> **What is required**
Exclude all pictures, then copy each of the records exactly as written.

> **Source information**
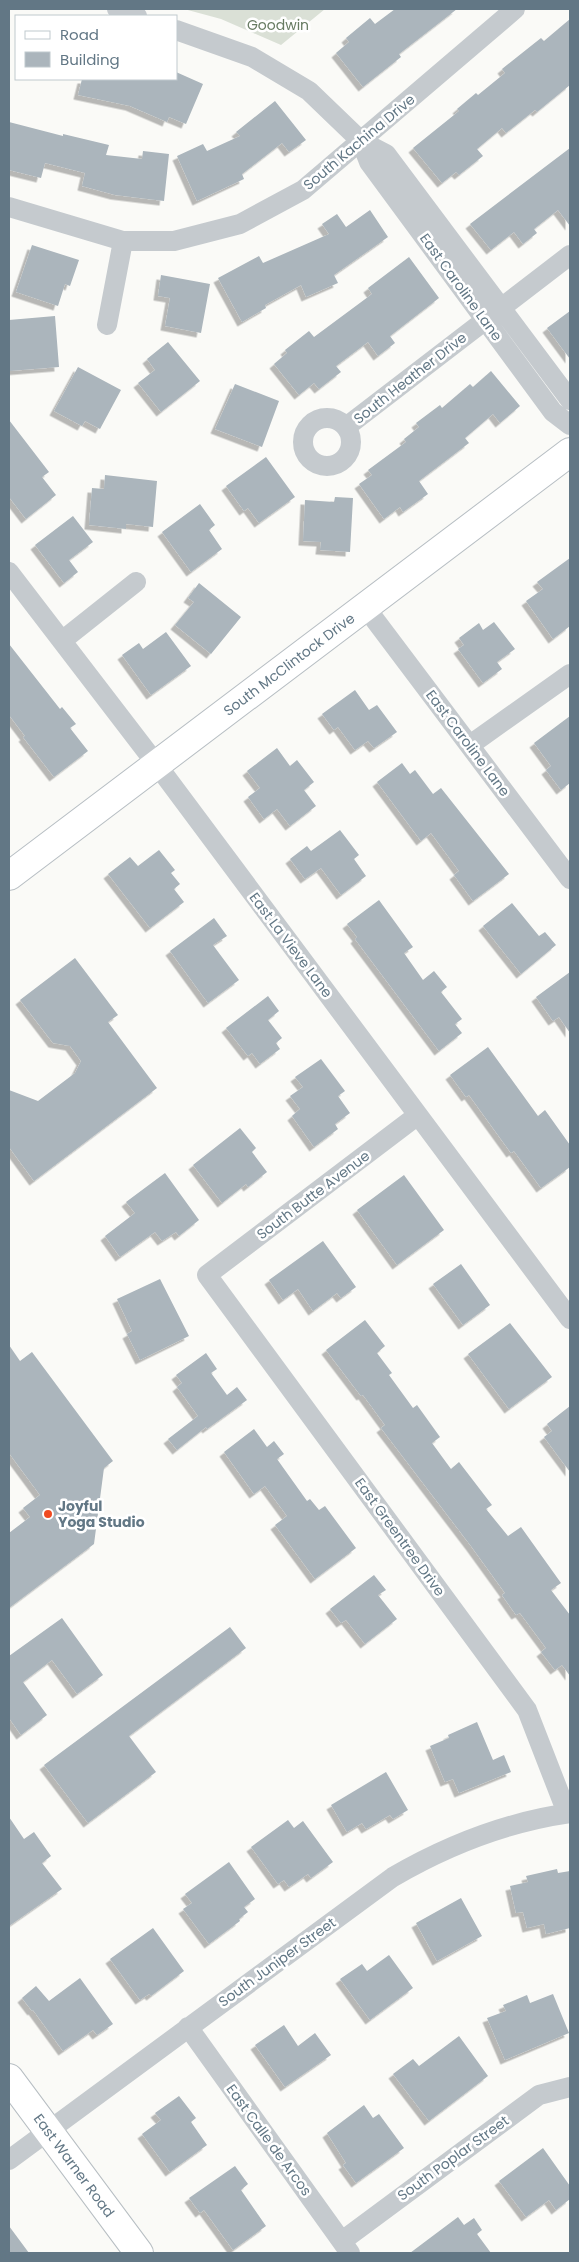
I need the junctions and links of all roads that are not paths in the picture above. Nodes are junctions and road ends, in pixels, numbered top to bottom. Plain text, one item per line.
1 (117, 9) edge
2 (515, 9) edge
3 (134, 15) edge
4 (178, 31) edge
5 (361, 141) junction
6 (9, 207) edge
7 (123, 241) junction
8 (570, 255) edge
9 (501, 308) junction
10 (485, 320) junction
11 (107, 325) dead end
12 (570, 400) edge
13 (570, 425) edge
14 (346, 428) dead end
15 (570, 452) edge
16 (9, 572) edge
17 (136, 582) dead end
18 (366, 608) junction
19 (63, 640) junction
20 (570, 674) edge
21 (470, 745) junction
22 (157, 765) junction
23 (9, 876) edge
24 (570, 879) edge
25 (418, 1115) junction
26 (207, 1275) joint
27 (570, 1319) edge
28 (568, 1813) edge
29 (188, 2028) junction
30 (9, 2078) edge
31 (570, 2087) edge
32 (48, 2131) junction
33 (9, 2160) edge
34 (346, 2247) edge
35 (139, 2253) edge

1 - 3 street
2 - 5 street, South Kachina Drive
4 - 5 street, East Caroline Lane
5 - 7 street, South Kachina Drive
5 - 9 street, East Caroline Lane
5 - 10 street, East Caroline Lane
6 - 7 street, South Kachina Drive
7 - 11 street
8 - 9 street, South Heather Drive
9 - 10 street, South Heather Drive
9 - 12 street, East Caroline Lane
10 - 13 street, East Caroline Lane
10 - 14 street, South Heather Drive
15 - 18 main road, South McClintock Drive
16 - 19 street, East La Vieve Lane
17 - 19 street
18 - 21 street, East Caroline Lane
18 - 22 main road, South McClintock Drive
19 - 22 street, East La Vieve Lane
20 - 21 street
21 - 24 street, East Caroline Lane
22 - 23 main road, South McClintock Drive
22 - 25 street, East La Vieve Lane
25 - 26 street, South Butte Avenue
25 - 27 street, East La Vieve Lane
26 - 28 street, East Greentree Drive
28 - 29 street, South Juniper Street
29 - 32 street, South Juniper Street
29 - 34 street, East Calle de Arcos
30 - 32 main road, East Warner Road
31 - 34 street, South Poplar Street
32 - 33 street, South Juniper Street
32 - 35 main road, East Warner Road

> **Solution below**
I need the junctions and links of all roads that are not paths in the picture above. Nodes are junctions and road ends, in pixels, numbered top to bottom. Plain text, one item per line.
1 (117, 9) edge
2 (515, 9) edge
3 (134, 15) edge
4 (178, 31) edge
5 (361, 141) junction
6 (9, 207) edge
7 (123, 241) junction
8 (570, 255) edge
9 (501, 308) junction
10 (485, 320) junction
11 (107, 325) dead end
12 (570, 400) edge
13 (570, 425) edge
14 (346, 428) dead end
15 (570, 452) edge
16 (9, 572) edge
17 (136, 582) dead end
18 (366, 608) junction
19 (63, 640) junction
20 (570, 674) edge
21 (470, 745) junction
22 (157, 765) junction
23 (9, 876) edge
24 (570, 879) edge
25 (418, 1115) junction
26 (207, 1275) joint
27 (570, 1319) edge
28 (568, 1813) edge
29 (188, 2028) junction
30 (9, 2078) edge
31 (570, 2087) edge
32 (48, 2131) junction
33 (9, 2160) edge
34 (346, 2247) edge
35 (139, 2253) edge

1 - 3 street
2 - 5 street, South Kachina Drive
4 - 5 street, East Caroline Lane
5 - 7 street, South Kachina Drive
5 - 9 street, East Caroline Lane
5 - 10 street, East Caroline Lane
6 - 7 street, South Kachina Drive
7 - 11 street
8 - 9 street, South Heather Drive
9 - 10 street, South Heather Drive
9 - 12 street, East Caroline Lane
10 - 13 street, East Caroline Lane
10 - 14 street, South Heather Drive
15 - 18 main road, South McClintock Drive
16 - 19 street, East La Vieve Lane
17 - 19 street
18 - 21 street, East Caroline Lane
18 - 22 main road, South McClintock Drive
19 - 22 street, East La Vieve Lane
20 - 21 street
21 - 24 street, East Caroline Lane
22 - 23 main road, South McClintock Drive
22 - 25 street, East La Vieve Lane
25 - 26 street, South Butte Avenue
25 - 27 street, East La Vieve Lane
26 - 28 street, East Greentree Drive
28 - 29 street, South Juniper Street
29 - 32 street, South Juniper Street
29 - 34 street, East Calle de Arcos
30 - 32 main road, East Warner Road
31 - 34 street, South Poplar Street
32 - 33 street, South Juniper Street
32 - 35 main road, East Warner Road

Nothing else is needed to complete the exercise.